Гвискар снова поднес к лицу бритву и услышал, что лезвие бритвы едва слышно звенит. Этот металл был чувствительнее глиняного человека, но через секунду и сам Гвискар почувствовал чью-то опасную близость. Паранойя, наведенная маревом Гранады, или действительно кто-то внизу?

Но не успел Гвискар как следует прислушаться, насторожиться, подумать, как окно позади опало стеклянным ливнем, а зеркало в полуметре от его лица разлетелось на двадцать четыре тысячи сто двадцать шесть осколков.

В фанерной подкладке зеркала торчал арбалетный болт.

2

Гвискар выбежал в искрящееся поутру поле без оружия. В последний раз он держал в руках меч четыре года назад и успел многое забыть – например, забыть настроение, в котором следует встречать арбалетный болт с перевернутой руной Feoh, выцарапанной на картонном оперении.

Гвискар огляделся. На опушке леса ни зверья, ни людья видно не было, но множество следов, оставленных ночью, свидетельствовало о том, что вокруг недостроенного замка Орв хороводил целый отряд.

О, если бы стены были выведены хотя бы на тридцать кирпичей! Тогда можно было бы просто запереть ворота и ждать, пока нападающим не наскучит троянский сюжет. А так, наверное, придется отсиживаться в донжоне. Или, может быть, умней сейчас же приготовить сани и прочь отсюда? Нет, догнать сани всадникам легче легкого, – вздохнул Гвискар, созерцая свежую дорожку конских копыт.

Гвискар замер на месте и снова прислушался. Тишина крематория в аккомпанементе сосновых ветвей, скрипящих от мороза. Он уже собрался поворачивать назад, как увидел на склоне овражка что-то черное – лежащую фигуру, пепелище костра, оброненный плащ?

Серо-черная линия. По земле волочили дырявый мешок, наполненный золой – определил Гвискар. Неравномерно, впопыхах, что ни кочка – вместо реки целое водохранилище. Линия продолжается и продолжается и… Гвискар шел вдоль неё в замешательстве… продолжается… и в конечном итоге образует замкнутый магический круг.

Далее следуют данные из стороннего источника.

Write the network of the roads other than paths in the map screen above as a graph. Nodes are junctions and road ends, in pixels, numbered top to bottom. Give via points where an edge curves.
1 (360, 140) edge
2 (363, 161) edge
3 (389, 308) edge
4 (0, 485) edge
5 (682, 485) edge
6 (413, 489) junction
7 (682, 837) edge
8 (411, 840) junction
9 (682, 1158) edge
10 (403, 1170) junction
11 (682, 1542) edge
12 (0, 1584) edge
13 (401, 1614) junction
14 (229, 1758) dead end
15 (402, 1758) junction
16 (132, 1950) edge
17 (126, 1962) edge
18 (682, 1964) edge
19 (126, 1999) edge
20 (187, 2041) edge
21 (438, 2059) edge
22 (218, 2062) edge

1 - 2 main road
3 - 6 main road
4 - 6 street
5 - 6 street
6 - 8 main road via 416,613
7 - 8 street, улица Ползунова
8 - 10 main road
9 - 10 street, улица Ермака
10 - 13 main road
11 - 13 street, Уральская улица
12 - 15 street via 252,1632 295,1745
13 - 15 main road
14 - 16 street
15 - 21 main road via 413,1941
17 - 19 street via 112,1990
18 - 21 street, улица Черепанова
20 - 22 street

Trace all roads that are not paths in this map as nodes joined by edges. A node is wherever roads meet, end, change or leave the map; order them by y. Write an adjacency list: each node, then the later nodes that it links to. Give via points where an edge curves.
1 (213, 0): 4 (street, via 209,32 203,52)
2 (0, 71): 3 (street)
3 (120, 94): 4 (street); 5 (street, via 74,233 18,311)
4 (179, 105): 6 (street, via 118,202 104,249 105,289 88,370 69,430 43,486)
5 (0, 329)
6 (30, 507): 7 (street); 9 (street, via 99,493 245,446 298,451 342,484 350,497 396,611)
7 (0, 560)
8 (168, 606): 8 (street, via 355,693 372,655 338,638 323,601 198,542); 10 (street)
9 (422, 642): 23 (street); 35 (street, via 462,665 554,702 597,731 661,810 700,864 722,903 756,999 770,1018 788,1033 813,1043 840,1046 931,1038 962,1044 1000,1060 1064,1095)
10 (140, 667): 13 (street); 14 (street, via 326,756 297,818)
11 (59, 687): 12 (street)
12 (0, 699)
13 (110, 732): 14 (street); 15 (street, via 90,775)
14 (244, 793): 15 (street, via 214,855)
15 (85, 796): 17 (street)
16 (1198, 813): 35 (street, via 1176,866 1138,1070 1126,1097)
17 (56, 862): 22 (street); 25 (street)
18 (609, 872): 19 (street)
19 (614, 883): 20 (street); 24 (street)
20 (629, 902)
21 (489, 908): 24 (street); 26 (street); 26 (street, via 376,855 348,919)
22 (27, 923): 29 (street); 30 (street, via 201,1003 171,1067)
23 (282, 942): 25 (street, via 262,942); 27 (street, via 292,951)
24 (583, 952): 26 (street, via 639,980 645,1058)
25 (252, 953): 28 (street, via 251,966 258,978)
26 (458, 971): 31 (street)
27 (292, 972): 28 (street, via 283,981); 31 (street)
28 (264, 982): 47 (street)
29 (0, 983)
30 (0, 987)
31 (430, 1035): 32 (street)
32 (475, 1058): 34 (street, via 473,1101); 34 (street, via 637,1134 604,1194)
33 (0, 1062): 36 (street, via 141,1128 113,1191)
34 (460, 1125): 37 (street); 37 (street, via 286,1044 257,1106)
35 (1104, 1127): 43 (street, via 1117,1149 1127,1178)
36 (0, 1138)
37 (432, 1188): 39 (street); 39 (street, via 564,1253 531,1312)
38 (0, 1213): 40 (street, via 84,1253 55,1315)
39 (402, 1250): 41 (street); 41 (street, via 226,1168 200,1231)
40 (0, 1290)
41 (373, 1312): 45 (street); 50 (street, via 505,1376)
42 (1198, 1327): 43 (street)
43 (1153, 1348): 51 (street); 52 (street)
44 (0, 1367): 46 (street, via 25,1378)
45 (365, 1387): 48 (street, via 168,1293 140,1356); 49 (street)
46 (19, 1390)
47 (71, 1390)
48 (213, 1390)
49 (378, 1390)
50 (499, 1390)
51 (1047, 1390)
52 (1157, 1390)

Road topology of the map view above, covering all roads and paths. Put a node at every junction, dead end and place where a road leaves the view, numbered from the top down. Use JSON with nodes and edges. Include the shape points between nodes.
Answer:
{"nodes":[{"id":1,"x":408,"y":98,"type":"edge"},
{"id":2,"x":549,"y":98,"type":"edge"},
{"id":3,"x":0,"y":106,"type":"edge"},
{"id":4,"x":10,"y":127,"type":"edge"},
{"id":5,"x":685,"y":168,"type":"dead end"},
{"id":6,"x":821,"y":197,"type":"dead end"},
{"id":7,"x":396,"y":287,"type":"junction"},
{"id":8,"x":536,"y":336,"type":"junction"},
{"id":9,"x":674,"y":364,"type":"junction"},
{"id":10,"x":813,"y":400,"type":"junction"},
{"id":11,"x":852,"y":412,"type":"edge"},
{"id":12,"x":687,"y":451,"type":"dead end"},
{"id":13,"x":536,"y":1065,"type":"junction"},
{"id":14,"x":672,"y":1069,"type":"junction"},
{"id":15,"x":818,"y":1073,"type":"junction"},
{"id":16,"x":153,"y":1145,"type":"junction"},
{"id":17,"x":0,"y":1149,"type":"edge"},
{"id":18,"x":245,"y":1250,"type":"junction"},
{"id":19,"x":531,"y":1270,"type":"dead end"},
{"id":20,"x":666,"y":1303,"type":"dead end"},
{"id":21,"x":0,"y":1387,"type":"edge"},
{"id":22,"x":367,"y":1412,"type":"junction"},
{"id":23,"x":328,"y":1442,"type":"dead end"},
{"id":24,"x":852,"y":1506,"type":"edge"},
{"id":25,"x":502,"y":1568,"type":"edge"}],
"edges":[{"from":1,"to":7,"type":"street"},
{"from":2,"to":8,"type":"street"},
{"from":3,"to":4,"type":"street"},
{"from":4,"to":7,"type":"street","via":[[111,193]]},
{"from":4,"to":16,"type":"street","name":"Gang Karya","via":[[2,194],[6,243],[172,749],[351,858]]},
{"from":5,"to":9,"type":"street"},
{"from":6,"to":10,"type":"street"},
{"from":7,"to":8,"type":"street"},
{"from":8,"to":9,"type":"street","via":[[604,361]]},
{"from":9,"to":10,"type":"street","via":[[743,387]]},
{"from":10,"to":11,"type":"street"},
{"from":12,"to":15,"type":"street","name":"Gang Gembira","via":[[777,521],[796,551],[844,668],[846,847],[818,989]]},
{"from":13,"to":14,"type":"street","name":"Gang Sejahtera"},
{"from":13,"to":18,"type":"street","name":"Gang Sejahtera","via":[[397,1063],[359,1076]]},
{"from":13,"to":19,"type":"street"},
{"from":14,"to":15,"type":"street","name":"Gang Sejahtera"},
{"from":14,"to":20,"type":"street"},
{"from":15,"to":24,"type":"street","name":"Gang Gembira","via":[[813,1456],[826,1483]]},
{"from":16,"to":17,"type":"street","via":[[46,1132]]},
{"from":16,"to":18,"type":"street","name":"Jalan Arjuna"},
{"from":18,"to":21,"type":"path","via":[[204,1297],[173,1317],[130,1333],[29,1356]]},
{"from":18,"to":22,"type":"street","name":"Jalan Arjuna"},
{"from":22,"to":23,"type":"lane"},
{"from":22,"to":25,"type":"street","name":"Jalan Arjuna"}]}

Гвискар хотел попробовать угольки рукой (вдруг ещё теплые и тогда, возможно, этот орешек инквизиторских знаний треснет под кувалдой искушенной мысли глиняного хакера?), но прежде предусмотрительно плюнул на них. Плевок не зашипел и не шлепнулся прозрачной жабьей икрой на прохладную золу. Плевок вспыхнул. Пламя хлестало лилово-малиновыми хвостами, доставая Гвискару почти до груди.

– Но откуда здесь тевтоны, маттьево!? – занявшись было малиновыми стожарами Вальхаллы, глаза Гвискара вновь потухли и стали усталыми и злыми.

Злыми, потому что этот черный круг ни ему, ни Гибор не преодолеть и, значит, из замка Орв им не сбежать – крылья вынесут только одного. И сани можно не готовить.

Усталыми, потому что за последние тридцать лет он убил столько людей, что впору было и устать.

Когда же, бегом домчавшись до неоконченных ворот замка (вместо стрельчатого свода – бутылка с отбитым горлышком), Гвискар обернулся и увидел вдали всадника с искрящимся распятием на груди, с черным тевтонским крестом на плече и с обнаженным мечом, лезвие которого, рассекая пространство на семь трансфизических слоев вглубь, стонало в басовом ключе.